DESCRIPTION OF THE TASK » In every line of the records, look for "Glovers", then report how many lines have it and nothing else.

(Collected data)
>>>>

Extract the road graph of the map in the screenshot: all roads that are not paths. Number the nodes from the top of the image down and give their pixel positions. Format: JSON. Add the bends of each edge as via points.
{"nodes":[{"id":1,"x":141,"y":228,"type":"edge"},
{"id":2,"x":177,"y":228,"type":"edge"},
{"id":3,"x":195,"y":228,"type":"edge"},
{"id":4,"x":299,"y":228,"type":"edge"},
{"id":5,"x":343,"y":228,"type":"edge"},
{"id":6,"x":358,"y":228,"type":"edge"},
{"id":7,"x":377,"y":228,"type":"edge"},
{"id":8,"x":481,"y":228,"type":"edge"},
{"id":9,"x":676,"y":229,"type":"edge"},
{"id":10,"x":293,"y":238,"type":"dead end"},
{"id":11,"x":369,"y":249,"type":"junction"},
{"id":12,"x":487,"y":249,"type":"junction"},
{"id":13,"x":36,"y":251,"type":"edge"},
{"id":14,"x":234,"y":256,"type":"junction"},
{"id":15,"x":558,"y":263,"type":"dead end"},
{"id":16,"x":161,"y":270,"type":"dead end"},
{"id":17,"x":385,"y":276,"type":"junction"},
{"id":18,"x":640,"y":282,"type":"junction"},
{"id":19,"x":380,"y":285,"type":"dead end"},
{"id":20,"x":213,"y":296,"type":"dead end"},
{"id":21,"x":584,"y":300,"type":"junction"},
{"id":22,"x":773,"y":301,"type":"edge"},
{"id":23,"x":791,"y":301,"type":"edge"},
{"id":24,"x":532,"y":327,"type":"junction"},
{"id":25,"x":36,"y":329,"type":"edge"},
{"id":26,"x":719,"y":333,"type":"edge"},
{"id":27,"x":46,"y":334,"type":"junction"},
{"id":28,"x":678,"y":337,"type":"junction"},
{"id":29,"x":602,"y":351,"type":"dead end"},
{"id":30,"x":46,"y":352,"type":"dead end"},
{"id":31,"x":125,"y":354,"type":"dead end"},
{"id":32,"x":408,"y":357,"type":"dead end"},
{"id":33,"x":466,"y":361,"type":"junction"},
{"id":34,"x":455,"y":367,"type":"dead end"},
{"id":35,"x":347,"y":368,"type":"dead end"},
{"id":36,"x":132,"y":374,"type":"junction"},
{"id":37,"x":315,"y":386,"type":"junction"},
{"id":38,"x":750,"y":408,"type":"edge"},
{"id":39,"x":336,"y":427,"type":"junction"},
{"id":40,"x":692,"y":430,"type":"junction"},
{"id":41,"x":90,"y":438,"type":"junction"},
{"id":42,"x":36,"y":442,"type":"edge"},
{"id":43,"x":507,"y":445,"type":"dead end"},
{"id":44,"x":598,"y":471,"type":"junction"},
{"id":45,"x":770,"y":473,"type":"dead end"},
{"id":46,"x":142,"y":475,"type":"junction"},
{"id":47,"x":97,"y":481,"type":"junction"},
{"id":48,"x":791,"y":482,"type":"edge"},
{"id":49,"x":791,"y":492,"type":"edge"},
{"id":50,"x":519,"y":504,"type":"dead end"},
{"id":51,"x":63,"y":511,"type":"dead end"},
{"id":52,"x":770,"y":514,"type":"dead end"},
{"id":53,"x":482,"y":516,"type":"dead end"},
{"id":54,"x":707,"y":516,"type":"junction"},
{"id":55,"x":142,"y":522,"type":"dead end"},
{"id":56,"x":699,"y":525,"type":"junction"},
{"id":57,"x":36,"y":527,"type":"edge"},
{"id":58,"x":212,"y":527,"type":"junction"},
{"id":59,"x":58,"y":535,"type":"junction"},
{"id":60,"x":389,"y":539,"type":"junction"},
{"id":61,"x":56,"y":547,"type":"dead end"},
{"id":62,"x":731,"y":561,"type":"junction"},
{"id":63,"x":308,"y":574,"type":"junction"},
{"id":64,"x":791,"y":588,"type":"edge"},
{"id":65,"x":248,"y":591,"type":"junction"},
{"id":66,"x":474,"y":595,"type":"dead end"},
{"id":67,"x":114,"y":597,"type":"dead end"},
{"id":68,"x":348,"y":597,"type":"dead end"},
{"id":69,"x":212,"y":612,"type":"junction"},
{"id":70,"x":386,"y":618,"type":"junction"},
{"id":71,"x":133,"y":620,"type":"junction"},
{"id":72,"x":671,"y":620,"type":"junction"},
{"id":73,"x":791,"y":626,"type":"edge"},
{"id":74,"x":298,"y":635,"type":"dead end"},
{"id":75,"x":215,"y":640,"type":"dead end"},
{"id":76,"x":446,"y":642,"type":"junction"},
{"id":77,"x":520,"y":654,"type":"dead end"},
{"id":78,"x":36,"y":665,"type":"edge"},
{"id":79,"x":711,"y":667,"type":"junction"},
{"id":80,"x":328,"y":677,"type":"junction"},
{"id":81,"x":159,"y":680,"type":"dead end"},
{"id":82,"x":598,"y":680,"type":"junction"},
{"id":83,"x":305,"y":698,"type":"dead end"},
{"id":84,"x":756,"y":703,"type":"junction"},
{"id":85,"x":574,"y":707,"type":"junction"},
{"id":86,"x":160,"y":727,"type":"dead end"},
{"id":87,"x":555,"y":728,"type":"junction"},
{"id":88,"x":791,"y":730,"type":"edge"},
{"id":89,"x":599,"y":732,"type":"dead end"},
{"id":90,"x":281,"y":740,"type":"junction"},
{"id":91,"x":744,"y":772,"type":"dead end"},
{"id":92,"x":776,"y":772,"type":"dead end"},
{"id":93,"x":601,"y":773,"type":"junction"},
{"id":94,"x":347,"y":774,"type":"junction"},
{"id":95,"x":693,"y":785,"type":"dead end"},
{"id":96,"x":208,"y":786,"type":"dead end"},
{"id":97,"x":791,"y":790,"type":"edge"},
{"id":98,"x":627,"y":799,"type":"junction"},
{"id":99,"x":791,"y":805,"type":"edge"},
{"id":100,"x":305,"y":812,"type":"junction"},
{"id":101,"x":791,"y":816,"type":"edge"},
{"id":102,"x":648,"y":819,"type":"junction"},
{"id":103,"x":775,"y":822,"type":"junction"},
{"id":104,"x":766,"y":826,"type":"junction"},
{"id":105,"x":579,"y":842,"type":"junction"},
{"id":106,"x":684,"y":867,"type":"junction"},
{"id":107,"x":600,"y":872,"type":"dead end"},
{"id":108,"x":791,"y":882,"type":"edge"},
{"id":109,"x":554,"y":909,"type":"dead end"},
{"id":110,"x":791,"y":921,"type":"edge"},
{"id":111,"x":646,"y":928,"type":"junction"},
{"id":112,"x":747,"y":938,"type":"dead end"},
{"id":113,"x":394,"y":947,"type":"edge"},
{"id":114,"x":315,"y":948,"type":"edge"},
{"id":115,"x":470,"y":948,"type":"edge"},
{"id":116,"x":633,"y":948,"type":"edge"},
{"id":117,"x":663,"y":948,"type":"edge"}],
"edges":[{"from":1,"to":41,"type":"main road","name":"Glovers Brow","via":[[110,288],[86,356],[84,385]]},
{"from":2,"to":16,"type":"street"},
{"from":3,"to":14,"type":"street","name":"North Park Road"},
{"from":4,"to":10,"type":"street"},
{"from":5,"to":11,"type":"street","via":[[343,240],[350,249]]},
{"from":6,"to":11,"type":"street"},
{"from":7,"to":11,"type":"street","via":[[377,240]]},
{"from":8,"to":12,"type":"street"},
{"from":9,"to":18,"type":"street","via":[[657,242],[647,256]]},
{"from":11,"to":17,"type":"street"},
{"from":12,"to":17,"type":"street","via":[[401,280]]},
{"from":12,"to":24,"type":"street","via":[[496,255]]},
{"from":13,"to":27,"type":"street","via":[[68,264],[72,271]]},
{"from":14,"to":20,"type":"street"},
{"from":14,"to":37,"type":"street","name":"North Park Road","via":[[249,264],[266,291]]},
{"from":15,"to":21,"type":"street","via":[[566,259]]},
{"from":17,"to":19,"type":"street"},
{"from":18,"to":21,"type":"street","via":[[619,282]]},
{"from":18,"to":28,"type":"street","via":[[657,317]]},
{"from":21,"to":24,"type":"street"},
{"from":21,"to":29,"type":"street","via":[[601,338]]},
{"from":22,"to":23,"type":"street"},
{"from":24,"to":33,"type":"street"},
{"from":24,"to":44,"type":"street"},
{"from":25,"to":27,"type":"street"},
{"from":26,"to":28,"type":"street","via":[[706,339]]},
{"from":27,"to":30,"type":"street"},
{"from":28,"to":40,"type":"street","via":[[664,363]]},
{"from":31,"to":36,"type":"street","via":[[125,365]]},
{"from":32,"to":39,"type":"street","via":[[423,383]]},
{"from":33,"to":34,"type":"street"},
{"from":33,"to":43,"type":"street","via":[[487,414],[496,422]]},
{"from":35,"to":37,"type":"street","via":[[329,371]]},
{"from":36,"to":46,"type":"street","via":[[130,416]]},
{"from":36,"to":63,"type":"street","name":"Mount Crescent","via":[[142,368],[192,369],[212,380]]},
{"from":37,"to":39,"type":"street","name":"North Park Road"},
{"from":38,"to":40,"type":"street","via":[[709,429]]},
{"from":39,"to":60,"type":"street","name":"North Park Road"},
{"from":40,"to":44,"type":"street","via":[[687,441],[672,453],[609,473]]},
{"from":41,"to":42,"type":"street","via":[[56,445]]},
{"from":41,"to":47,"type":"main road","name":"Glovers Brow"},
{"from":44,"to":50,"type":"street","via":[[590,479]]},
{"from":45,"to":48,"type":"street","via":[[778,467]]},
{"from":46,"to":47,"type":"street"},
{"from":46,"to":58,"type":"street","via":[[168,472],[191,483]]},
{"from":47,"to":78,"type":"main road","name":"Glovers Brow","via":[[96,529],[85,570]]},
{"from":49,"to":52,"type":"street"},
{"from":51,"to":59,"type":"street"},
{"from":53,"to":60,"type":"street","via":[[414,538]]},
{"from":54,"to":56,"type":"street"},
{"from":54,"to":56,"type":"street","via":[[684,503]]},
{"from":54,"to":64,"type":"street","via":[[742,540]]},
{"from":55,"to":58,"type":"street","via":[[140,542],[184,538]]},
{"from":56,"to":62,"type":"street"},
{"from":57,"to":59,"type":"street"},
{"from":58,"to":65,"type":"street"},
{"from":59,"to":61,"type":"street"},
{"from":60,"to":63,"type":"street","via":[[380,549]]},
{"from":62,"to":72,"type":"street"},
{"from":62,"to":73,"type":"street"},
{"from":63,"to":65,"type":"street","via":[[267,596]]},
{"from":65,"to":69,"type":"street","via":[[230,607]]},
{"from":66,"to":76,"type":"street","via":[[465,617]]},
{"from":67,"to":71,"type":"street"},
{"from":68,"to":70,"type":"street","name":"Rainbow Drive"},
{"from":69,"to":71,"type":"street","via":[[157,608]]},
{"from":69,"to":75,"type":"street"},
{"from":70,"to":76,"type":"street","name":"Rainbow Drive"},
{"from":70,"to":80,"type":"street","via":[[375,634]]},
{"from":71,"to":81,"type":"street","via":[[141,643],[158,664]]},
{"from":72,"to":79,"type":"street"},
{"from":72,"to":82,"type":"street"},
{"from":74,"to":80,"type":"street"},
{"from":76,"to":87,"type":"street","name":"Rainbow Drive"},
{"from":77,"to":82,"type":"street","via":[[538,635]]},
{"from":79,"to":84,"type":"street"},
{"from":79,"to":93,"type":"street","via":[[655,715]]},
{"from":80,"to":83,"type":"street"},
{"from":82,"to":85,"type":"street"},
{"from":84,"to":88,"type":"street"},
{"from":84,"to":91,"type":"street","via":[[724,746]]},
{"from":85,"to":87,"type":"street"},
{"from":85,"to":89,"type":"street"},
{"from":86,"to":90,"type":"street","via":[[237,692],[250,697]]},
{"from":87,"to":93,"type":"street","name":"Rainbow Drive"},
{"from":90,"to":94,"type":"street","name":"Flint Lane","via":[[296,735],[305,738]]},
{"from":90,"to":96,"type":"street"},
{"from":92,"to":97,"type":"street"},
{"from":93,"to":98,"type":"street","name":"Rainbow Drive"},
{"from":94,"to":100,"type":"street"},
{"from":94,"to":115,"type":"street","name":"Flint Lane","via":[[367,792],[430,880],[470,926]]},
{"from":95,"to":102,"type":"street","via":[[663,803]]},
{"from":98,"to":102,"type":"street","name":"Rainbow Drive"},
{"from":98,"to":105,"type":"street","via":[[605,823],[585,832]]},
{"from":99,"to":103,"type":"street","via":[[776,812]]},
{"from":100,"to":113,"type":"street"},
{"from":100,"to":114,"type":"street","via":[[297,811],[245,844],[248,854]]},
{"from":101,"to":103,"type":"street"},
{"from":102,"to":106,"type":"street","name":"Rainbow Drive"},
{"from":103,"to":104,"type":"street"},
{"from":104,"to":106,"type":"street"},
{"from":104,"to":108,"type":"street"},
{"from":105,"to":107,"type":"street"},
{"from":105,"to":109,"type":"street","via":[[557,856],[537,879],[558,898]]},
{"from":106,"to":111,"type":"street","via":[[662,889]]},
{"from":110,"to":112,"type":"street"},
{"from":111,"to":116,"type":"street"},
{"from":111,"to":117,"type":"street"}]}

<<<<

EXERCISE OUTPUT » 3